Anyway, that was most of what the Render does. Now back to Load and some additional functionality.
Back to Load
So, we just saw that traversing a file-tree as if it was a dict was really powerful in Jinja2, but it is quite convenient elsewhere too.
Some more functionality of the load that I’d like to outline:
.loren.yml
When a loren-dict is initiated, it will look for a .loren.yml dotfile in the supplied root folder. If this file exist, it does two things:
Instruct loren which methods to use to parse which file extensions
Provide a file-ignore section similar to e.g. .gitignore or .dockerignore
You can see an example here. You can generate a .loren.yml file using the CLI:
> python -m loren init --configuration-path .You can implement your own file handlers and include in the loren configuration, or contribute them back to the source project!
Non-json
Loren will currently load any file, but has special handling for py, json, yaml, csv, tsv and j2. Other files will, by default, be read as text-files. When loading a text-file, a dict is returned with a file_contents key that holds the content.
For files with multiple suffixes, Loren can handle them in order. For instance if you have a .yml.j2 file that is a Jinja2 templated yaml-file, Loren will first render the j2 template, and then parse the resulting yaml into a python object.
Python Files
As you saw in the previous header, Loren will read .py files, and for those it executes the contents and stores a dict with the user namespace. For instance:
some_file.py
import requests
result = requests.get("https://dummyjson.com/products/1").json()Would be translated to
{
...
"some_file": {
"result": {
"id":1,
"title":"iPhone 9",
...
}
...
}Note that only the user-namespace is passed, so if you want to expose a function, you will need to assign it to a variable, and if you need external libraries, they will need to be imported inside the function. For instance:
some_file.py
def get_json(url):
import requests
return requests.get("https://dummyjson.com/products/1").json()Would be translated to
{
...
"some_file": {
"get_json": <function __main__.get_json(url)>
...
}The above file could give Jinja2 another superpower, that of fetching external resources into the template. This pattern has more or less endless possibilities, but of course, use it with some care.
Some CLI goodies
The CLI does a few nice things apart from just loading and rendering files.

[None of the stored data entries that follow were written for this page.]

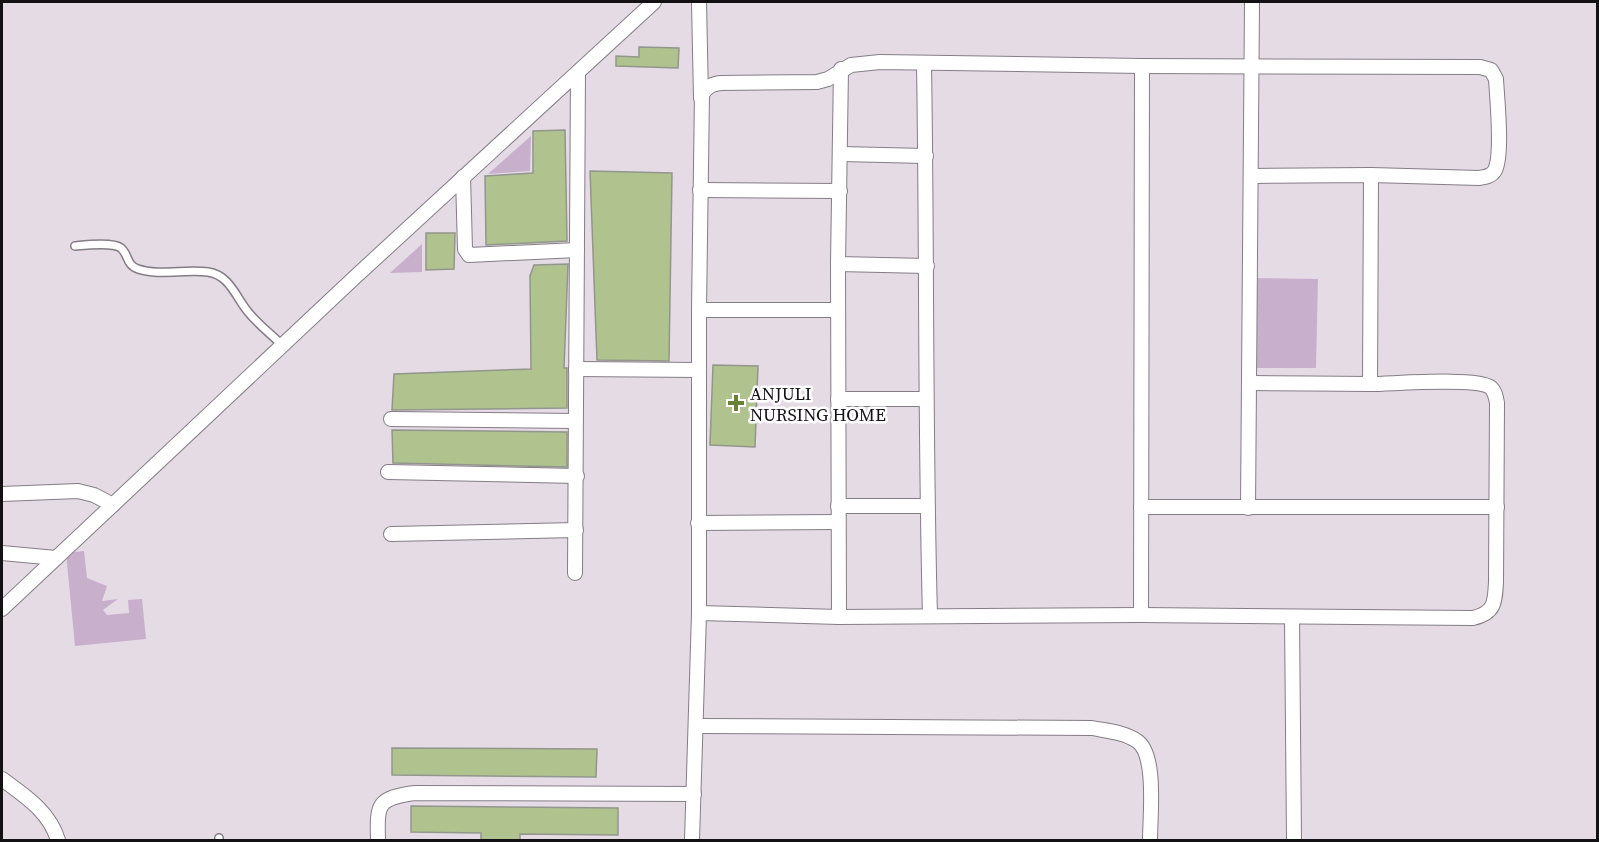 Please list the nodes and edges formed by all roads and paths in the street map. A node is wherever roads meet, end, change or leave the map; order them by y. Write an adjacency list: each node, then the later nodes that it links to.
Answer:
1 (654, 2): 8 (street)
2 (699, 2): 9 (street)
3 (1252, 2): 6 (street)
4 (924, 64): 5 (street); 7 (street); 11 (street)
5 (1142, 66): 6 (street); 38 (street)
6 (1251, 66): 12 (street); 13 (street)
7 (841, 69): 9 (street); 10 (street)
8 (578, 72): 14 (street); 18 (street)
9 (702, 124): 15 (street)
10 (841, 154): 11 (street); 16 (street)
11 (926, 156): 20 (street)
12 (1371, 175): 13 (street); 27 (street)
13 (1251, 176): 26 (street)
14 (463, 177): 18 (street); 23 (street)
15 (700, 190): 16 (street); 21 (street)
16 (840, 191): 19 (street)
17 (75, 246): 23 (lane)
18 (577, 250): 24 (street)
19 (838, 264): 20 (street); 22 (street)
20 (927, 266): 29 (street)
21 (699, 310): 22 (street); 25 (street)
22 (838, 310): 28 (street)
23 (283, 346): 35 (street)
24 (576, 369): 25 (street); 31 (street)
25 (699, 370): 42 (street)
26 (1250, 382): 27 (street); 40 (street)
27 (1370, 384): 39 (street)
28 (838, 399): 29 (street); 36 (street)
29 (926, 399): 37 (street)
30 (391, 419): 31 (street)
31 (575, 421): 33 (street)
32 (388, 472): 33 (street)
33 (577, 476): 43 (street)
34 (2, 494): 35 (street)
35 (113, 505): 46 (street)
36 (838, 506): 37 (street); 41 (street)
37 (927, 506): 51 (street)
38 (1141, 507): 40 (street); 50 (street)
39 (1497, 507): 40 (street); 53 (street)
40 (1248, 508)
41 (837, 522): 42 (street); 52 (street)
42 (698, 523): 49 (street)
43 (576, 530): 44 (street); 47 (street)
44 (391, 534)
45 (2, 553): 46 (street)
46 (56, 558): 48 (street)
47 (575, 573)
48 (2, 609)
49 (699, 614): 52 (street); 54 (street)
50 (1141, 615): 51 (street); 53 (street)
51 (930, 616): 52 (street)
52 (839, 617)
53 (1292, 618): 61 (street)
54 (696, 726): 56 (street); 60 (street)
55 (2, 779): 57 (street)
56 (694, 794): 58 (street); 59 (street)
57 (58, 840)
58 (378, 840)
59 (692, 840)
60 (1150, 840)
61 (1294, 840) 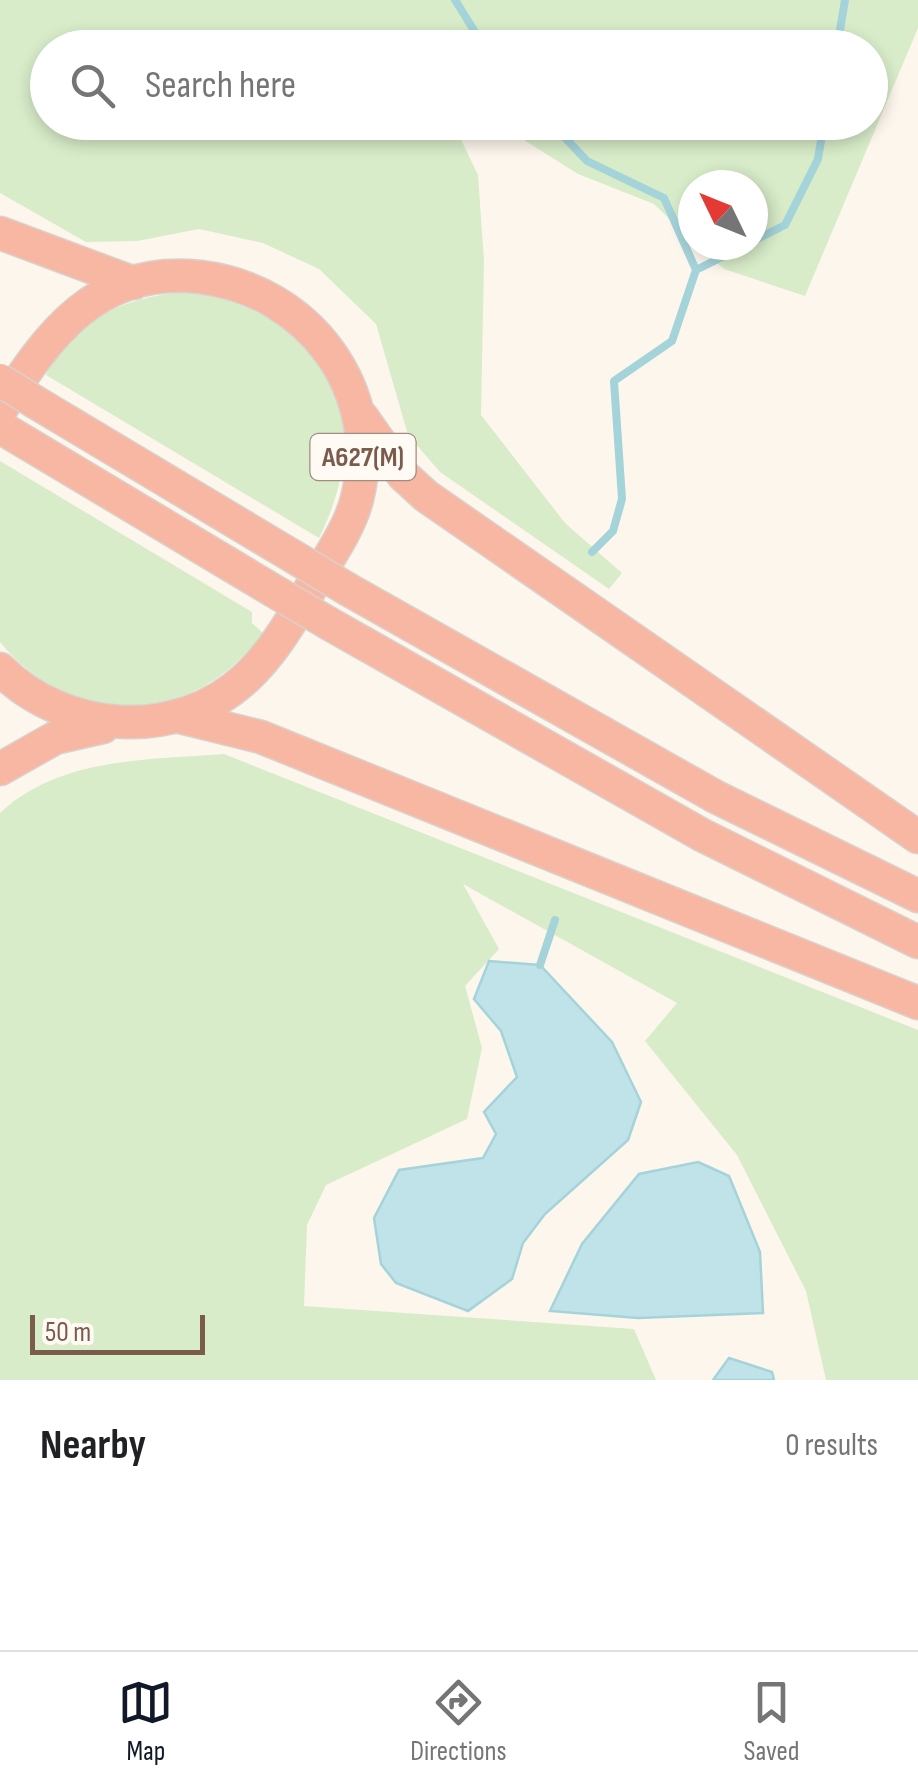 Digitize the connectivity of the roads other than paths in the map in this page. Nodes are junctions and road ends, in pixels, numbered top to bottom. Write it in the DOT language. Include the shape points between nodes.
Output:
graph roads {
  1 [pos="0,232"];
  2 [pos="134,283"];
  3 [pos="0,380"];
  4 [pos="360,414"];
  5 [pos="5,425"];
  6 [pos="0,669"];
  7 [pos="176,716"];
  8 [pos="137,723"];
  9 [pos="0,769"];
  10 [pos="918,837"];
  11 [pos="918,896"];
  12 [pos="918,942"];
  13 [pos="918,1003"];
  1 -- 2 [label="highway, A627(M)"];
  2 -- 4 [label="highway, A627(M)" via="162,277 222,280 281,304 332,352"];
  2 -- 5 [label="highway, A627(M)" via="102,295 57,328 40,347"];
  3 -- 11 [label="highway, bridge" via="349,590 716,797"];
  4 -- 7 [label="highway, A627(M)" via="364,444 356,502 287,628 245,679"];
  4 -- 10 [label="highway, A627(M)" via="402,475 426,496"];
  5 -- 12 [label="highway, A627(M), bridge" via="328,624 702,835"];
  6 -- 8 [label="highway, A627(M)" via="63,712"];
  7 -- 8 [label="highway, A627(M)"];
  7 -- 13 [label="highway, A627(M)" via="261,737"];
  8 -- 9 [label="highway, A627(M)" via="55,738"];
} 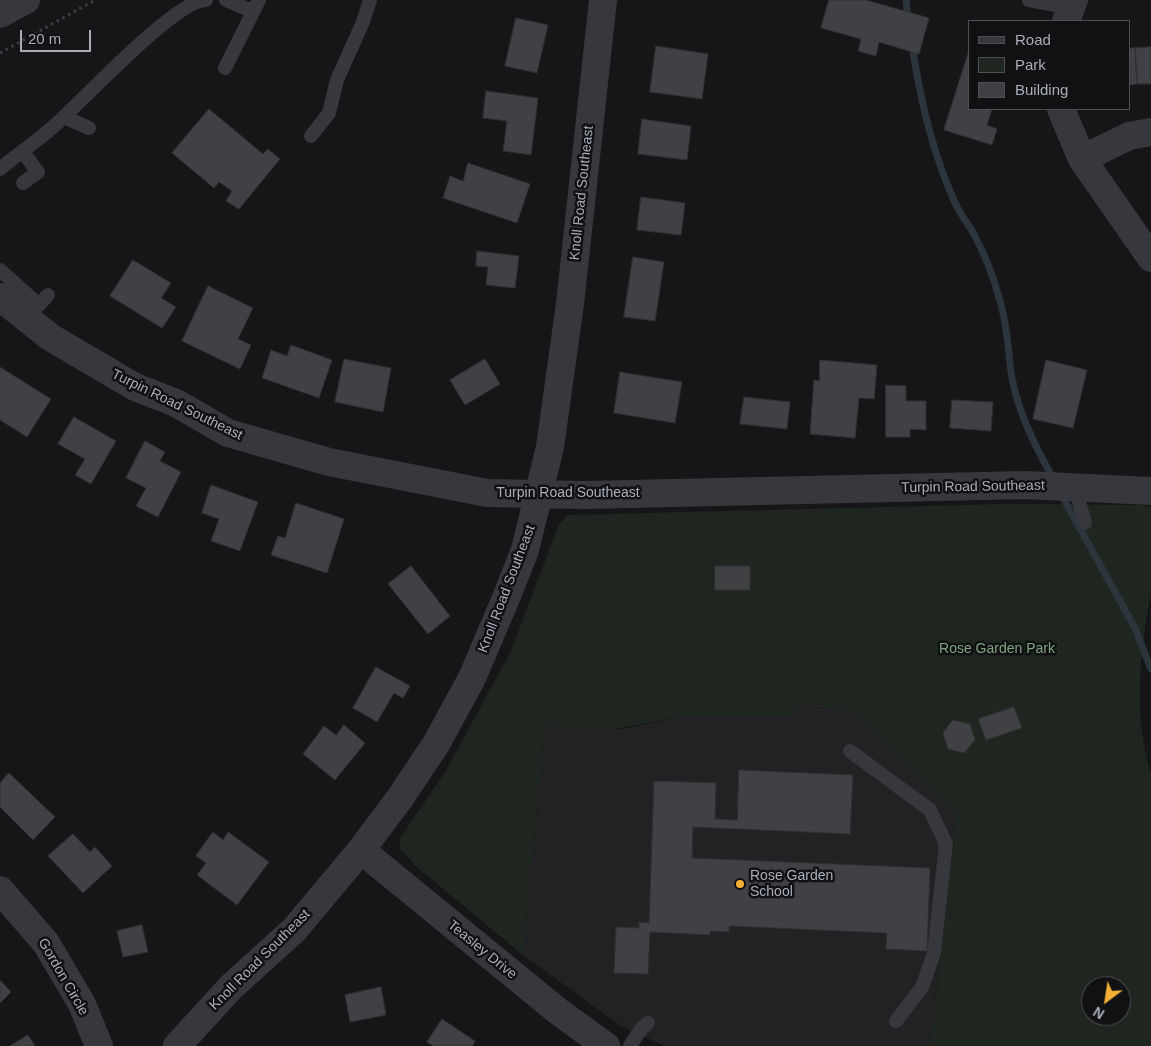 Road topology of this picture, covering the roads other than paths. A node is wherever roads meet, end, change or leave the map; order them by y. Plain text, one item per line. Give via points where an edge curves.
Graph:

For instance you can tell it to read a large file-structure, and dump it into a single JSON file.
It can also compare that JSON file to a JSON-Schema and hence be used to validate the contents of a set of files. I found this useful in unit tests that validates the user-configurations.
To summarise
Loren allows you to traverse a file system as if the folder structure was a (giant) python dictionary, files are automatically opened and parsed into the dictionary based on their file extension.
Making a LorenDict available to Jinja2 templating will supercharge the capabilities of those templates to generate pretty much anything. I’ve found it super useful to break large configurations into smaller files, or when I’ve had to translate e.g. a CSV file into JSON.
Finally, having .py files as configuration input do allow you to supercharge your Jinja2 rendering even further, including reading data from an API or database.